Problem details:
Those lines of the data that hold the word "Kayu" are to be copied out.

Given data:
-.-.-

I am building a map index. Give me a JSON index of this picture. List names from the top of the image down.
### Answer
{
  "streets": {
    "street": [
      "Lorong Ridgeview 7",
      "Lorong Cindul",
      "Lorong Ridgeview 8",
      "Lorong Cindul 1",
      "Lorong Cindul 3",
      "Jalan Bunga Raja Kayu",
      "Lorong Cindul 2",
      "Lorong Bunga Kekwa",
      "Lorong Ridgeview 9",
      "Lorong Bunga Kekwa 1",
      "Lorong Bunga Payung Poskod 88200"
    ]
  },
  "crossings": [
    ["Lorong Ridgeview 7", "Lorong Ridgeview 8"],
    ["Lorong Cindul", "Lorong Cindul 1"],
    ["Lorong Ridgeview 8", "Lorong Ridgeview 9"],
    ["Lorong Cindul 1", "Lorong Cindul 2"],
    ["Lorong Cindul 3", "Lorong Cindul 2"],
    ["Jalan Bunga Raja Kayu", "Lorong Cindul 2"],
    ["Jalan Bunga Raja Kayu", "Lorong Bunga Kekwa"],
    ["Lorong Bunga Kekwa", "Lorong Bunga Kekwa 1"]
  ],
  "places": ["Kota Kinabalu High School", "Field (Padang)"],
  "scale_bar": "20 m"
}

-.-.-

The completed task:
      "Jalan Bunga Raja Kayu",
    ["Jalan Bunga Raja Kayu", "Lorong Cindul 2"],
    ["Jalan Bunga Raja Kayu", "Lorong Bunga Kekwa"],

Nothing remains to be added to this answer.